» **The input**:
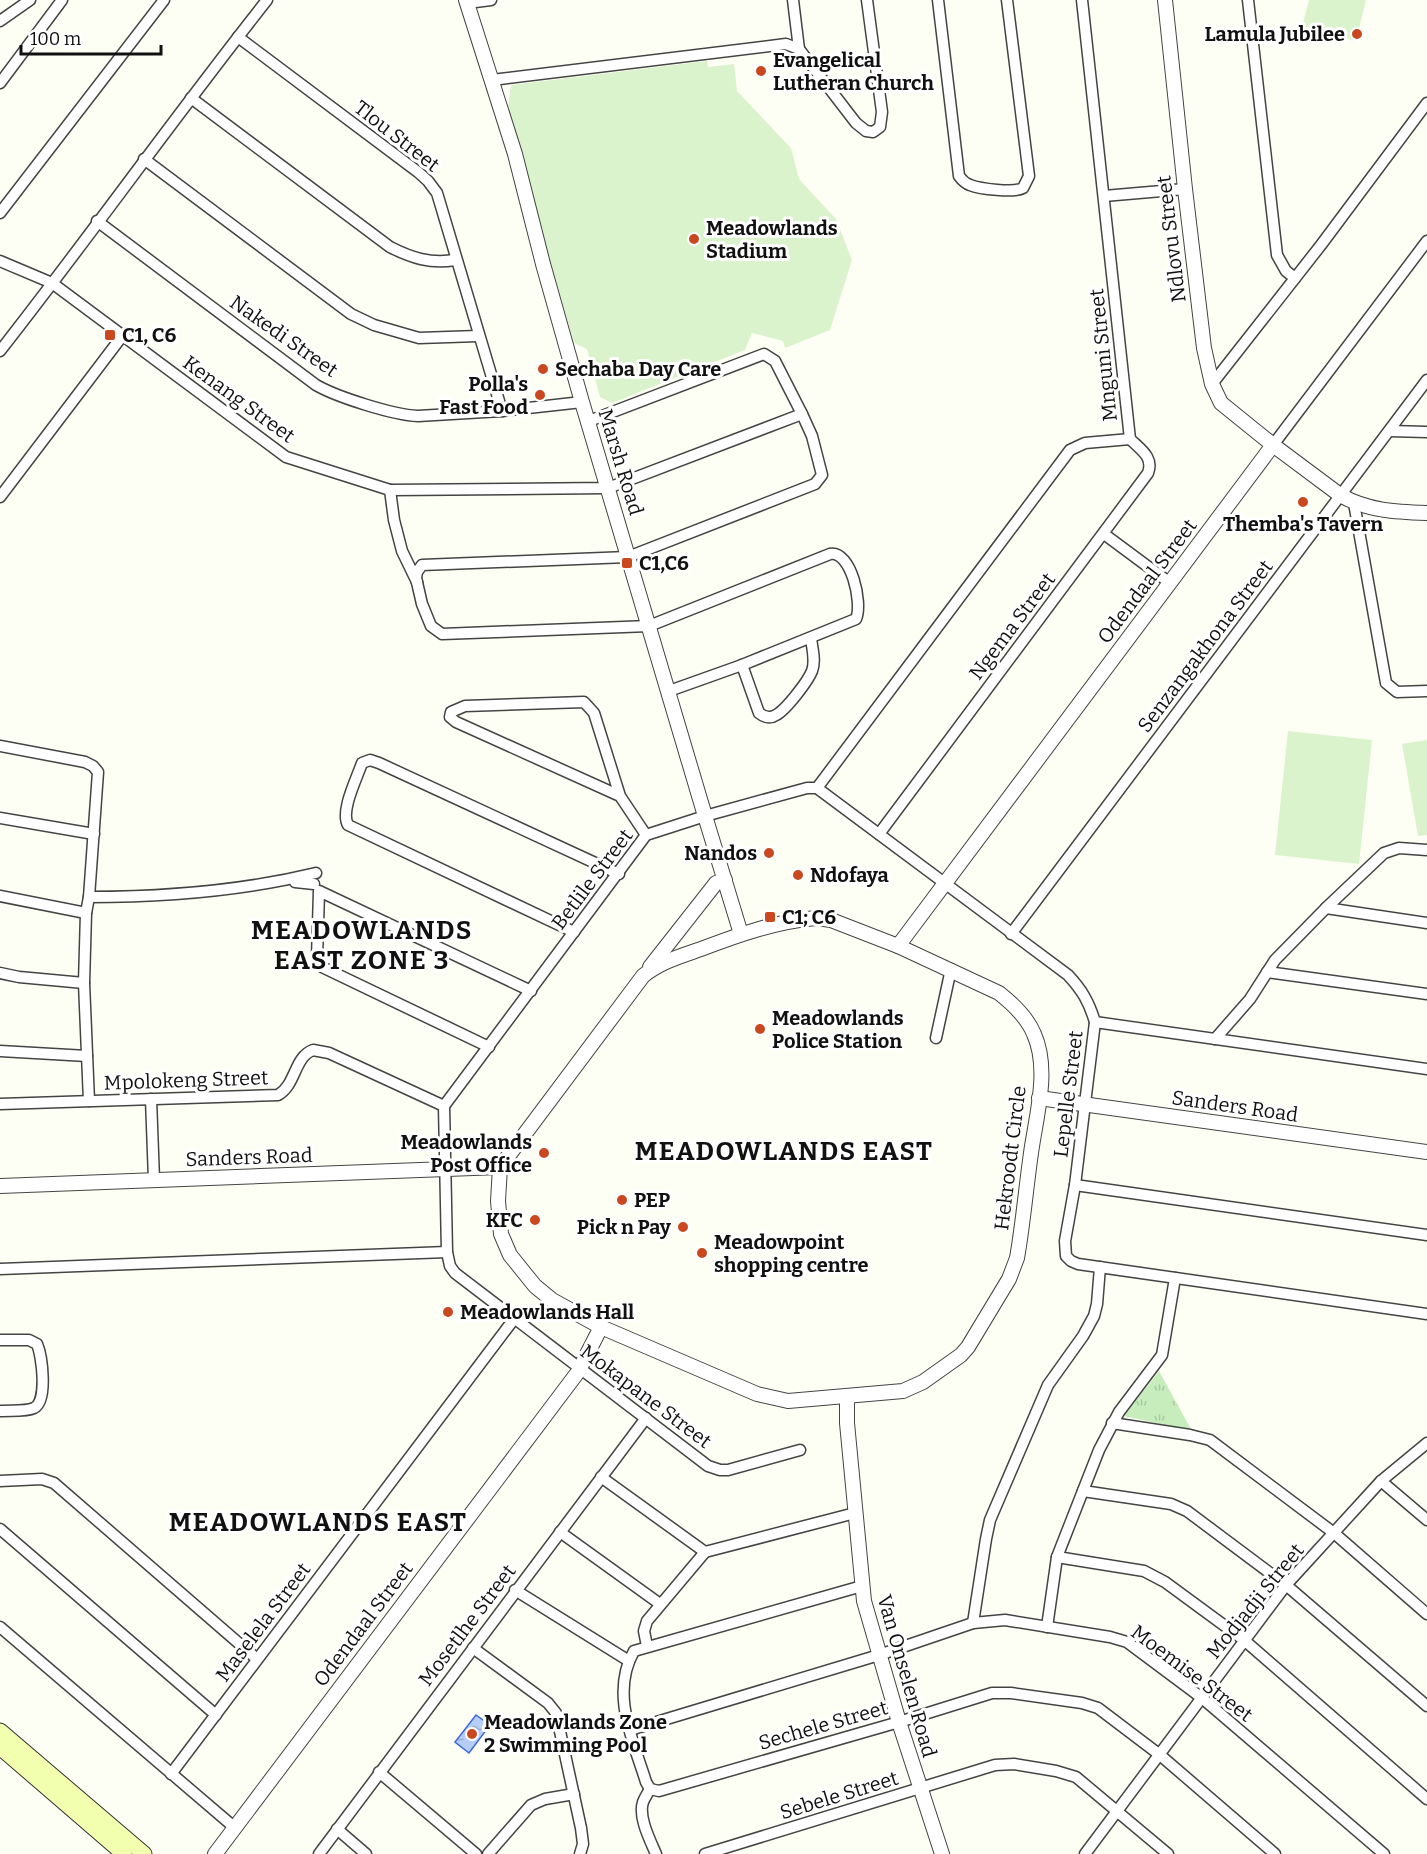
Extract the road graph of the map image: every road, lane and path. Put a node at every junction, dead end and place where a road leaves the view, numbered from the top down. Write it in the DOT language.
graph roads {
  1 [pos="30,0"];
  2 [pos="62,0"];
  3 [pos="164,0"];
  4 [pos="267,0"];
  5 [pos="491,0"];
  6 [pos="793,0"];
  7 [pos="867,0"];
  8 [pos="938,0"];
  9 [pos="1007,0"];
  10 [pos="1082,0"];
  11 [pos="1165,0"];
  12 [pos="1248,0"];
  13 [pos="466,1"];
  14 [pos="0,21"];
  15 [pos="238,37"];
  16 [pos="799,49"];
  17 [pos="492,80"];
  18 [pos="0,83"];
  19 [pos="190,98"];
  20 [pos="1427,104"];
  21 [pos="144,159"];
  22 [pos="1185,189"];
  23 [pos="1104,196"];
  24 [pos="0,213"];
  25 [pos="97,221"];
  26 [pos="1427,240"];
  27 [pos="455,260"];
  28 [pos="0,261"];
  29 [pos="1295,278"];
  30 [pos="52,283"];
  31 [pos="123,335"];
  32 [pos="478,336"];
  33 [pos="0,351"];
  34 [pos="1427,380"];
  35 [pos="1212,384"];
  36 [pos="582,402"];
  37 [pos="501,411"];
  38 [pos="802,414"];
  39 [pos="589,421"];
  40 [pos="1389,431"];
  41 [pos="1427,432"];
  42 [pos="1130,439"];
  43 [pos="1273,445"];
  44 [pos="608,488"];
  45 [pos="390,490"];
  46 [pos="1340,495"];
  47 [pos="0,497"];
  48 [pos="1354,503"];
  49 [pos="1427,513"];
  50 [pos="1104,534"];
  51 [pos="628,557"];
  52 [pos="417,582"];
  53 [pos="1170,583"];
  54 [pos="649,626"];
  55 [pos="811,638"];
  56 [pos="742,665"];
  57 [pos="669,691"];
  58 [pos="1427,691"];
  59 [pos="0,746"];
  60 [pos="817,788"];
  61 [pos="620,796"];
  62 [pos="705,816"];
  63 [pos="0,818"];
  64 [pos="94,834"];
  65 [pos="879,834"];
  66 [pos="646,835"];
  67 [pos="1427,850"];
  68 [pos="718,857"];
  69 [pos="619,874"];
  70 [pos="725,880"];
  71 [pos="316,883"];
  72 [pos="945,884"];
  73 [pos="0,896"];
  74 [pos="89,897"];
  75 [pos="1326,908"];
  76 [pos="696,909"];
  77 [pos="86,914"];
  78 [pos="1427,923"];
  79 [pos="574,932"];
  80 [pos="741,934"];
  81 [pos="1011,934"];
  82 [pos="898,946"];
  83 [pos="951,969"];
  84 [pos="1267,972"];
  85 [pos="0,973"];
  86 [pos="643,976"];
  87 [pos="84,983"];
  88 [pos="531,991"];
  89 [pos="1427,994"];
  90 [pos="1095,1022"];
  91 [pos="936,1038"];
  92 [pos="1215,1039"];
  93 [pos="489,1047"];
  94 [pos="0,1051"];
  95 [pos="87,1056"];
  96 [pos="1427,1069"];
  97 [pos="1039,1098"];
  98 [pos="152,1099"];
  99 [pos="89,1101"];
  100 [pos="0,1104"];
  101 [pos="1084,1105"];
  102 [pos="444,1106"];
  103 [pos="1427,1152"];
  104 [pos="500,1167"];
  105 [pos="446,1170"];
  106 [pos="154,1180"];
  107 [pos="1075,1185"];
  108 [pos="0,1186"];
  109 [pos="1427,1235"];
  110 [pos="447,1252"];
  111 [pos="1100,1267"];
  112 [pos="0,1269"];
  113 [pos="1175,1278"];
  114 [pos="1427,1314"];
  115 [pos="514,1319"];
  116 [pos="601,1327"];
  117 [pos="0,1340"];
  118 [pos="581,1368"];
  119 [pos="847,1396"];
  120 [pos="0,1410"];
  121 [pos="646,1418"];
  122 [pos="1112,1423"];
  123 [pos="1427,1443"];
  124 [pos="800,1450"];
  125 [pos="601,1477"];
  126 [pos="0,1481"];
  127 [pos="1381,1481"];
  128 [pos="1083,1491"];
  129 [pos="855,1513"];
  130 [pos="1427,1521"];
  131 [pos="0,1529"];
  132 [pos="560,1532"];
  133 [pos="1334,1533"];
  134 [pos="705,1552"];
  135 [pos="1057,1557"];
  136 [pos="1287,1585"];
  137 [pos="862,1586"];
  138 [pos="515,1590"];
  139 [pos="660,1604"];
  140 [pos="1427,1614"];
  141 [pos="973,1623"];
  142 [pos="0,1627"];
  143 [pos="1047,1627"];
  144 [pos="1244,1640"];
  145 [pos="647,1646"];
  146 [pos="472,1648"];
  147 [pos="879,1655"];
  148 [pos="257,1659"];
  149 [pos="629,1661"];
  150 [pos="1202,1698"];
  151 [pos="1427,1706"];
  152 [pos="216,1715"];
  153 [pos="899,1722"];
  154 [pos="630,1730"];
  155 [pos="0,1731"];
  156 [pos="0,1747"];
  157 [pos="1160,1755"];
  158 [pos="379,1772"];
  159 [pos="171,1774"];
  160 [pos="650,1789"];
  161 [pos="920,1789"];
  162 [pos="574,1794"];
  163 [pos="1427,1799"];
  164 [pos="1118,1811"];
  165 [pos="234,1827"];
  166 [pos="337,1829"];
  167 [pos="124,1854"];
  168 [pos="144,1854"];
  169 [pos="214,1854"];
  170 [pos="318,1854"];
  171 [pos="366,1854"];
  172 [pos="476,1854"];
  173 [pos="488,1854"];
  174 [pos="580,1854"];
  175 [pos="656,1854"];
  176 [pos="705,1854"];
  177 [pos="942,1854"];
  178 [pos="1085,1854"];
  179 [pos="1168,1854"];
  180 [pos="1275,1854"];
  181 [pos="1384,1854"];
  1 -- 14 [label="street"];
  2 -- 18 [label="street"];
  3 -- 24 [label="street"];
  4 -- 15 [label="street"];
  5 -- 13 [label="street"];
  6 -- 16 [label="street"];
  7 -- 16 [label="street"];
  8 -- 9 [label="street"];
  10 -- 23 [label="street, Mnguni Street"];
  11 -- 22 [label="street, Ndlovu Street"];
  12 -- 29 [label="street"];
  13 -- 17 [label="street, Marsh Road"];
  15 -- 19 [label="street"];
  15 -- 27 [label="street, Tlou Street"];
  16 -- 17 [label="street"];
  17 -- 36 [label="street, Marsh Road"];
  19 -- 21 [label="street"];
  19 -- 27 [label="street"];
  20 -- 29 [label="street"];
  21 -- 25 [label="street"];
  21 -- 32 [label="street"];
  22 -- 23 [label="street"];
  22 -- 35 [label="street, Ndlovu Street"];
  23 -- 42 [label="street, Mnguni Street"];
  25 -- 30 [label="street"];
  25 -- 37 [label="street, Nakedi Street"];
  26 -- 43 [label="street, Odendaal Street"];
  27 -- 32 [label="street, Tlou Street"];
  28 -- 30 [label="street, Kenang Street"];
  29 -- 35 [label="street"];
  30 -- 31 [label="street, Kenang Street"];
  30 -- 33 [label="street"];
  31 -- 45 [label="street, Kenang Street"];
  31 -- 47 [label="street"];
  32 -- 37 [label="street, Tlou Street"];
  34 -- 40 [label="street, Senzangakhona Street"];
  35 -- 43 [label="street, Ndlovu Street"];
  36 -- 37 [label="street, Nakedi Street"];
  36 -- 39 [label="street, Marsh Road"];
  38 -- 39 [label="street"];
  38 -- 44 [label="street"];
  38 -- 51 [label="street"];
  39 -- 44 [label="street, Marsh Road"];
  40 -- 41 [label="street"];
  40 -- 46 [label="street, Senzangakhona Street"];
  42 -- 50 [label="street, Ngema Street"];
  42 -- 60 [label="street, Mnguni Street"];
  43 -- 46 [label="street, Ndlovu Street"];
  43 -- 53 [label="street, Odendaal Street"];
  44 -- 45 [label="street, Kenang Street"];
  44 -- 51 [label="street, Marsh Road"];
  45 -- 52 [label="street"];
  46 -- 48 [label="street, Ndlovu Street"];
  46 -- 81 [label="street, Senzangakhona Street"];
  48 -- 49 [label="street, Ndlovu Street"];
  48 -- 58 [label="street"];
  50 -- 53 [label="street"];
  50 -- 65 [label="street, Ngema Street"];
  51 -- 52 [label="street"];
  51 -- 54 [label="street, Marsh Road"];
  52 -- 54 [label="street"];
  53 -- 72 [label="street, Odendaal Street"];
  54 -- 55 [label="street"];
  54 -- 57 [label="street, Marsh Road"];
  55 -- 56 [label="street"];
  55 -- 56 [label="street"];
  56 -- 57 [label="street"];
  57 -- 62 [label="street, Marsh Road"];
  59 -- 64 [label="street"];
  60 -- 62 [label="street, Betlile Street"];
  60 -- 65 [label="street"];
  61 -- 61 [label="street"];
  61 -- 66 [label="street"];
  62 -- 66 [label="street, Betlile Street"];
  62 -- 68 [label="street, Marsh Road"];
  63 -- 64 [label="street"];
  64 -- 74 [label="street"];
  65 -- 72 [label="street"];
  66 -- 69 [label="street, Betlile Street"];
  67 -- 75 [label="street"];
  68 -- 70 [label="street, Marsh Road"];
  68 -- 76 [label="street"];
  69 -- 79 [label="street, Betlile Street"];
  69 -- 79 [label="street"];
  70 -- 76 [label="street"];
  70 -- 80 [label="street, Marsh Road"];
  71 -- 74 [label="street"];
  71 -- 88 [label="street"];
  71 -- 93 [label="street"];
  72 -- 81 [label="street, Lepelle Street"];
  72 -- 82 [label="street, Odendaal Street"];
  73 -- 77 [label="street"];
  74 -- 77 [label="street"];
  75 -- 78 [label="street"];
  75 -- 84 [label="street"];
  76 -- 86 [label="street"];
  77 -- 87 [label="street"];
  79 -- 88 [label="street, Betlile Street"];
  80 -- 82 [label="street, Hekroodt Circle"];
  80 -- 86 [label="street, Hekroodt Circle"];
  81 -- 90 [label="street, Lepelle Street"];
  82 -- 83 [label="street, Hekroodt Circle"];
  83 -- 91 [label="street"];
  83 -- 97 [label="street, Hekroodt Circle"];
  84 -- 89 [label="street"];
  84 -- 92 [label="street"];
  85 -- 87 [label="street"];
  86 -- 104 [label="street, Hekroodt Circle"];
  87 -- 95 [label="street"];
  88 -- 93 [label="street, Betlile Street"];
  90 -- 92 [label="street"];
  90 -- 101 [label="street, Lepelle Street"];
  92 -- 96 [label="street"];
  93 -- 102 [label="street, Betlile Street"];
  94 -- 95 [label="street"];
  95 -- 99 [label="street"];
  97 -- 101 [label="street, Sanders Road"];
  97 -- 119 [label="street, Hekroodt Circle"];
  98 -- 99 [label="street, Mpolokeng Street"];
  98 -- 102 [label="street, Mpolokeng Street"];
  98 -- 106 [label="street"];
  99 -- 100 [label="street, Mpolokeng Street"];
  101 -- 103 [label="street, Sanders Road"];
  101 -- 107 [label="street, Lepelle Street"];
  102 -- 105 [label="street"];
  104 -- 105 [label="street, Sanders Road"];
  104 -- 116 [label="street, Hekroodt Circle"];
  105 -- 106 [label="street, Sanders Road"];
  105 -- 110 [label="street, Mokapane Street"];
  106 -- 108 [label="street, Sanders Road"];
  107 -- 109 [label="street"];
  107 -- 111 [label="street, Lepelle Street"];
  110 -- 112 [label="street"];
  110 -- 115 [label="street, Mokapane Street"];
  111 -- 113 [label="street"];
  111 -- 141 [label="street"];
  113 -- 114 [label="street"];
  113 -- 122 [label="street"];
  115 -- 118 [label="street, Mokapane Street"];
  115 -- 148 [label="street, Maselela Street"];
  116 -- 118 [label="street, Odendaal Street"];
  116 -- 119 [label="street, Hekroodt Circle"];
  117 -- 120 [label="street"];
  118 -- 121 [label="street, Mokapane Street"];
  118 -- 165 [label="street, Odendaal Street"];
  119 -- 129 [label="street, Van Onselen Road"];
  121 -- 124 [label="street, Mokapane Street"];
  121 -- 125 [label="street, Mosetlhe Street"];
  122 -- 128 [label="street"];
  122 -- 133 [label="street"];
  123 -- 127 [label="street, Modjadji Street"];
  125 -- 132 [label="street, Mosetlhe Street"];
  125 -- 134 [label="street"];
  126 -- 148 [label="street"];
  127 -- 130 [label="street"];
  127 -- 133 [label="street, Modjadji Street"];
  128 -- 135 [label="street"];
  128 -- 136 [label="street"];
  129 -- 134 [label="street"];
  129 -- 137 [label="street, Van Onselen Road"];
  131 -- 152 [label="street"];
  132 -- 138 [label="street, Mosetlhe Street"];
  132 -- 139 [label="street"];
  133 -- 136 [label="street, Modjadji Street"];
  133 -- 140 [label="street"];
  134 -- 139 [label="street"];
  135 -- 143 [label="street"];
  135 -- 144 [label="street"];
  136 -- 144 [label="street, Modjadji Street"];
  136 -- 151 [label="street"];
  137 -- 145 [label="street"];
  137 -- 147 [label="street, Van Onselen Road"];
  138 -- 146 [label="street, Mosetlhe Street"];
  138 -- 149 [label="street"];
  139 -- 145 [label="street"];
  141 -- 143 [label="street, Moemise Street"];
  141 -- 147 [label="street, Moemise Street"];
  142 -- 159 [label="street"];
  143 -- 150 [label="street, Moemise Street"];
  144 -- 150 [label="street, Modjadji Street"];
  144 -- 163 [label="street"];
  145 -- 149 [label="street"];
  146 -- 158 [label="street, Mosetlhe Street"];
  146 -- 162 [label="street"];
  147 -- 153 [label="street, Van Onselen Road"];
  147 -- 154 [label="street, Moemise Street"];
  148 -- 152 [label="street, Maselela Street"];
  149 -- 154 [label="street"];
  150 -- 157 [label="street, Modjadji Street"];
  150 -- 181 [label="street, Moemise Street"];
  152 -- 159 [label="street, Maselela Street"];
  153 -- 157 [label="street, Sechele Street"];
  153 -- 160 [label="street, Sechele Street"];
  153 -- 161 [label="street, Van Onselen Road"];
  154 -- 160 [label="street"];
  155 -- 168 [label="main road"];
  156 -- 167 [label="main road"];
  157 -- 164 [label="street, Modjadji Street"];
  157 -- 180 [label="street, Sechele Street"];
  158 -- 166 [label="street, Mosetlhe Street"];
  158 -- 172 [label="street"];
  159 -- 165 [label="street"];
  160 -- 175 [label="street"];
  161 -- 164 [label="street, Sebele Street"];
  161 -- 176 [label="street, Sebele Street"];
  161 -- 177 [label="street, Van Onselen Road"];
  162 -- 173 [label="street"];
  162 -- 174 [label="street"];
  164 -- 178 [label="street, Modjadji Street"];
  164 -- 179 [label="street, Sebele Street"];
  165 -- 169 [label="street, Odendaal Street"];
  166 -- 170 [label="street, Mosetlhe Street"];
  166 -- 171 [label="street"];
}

» **What the exercise asks**:
Give only the number of lines above holding "Ndlovu".

» **Solution to this problem**:
6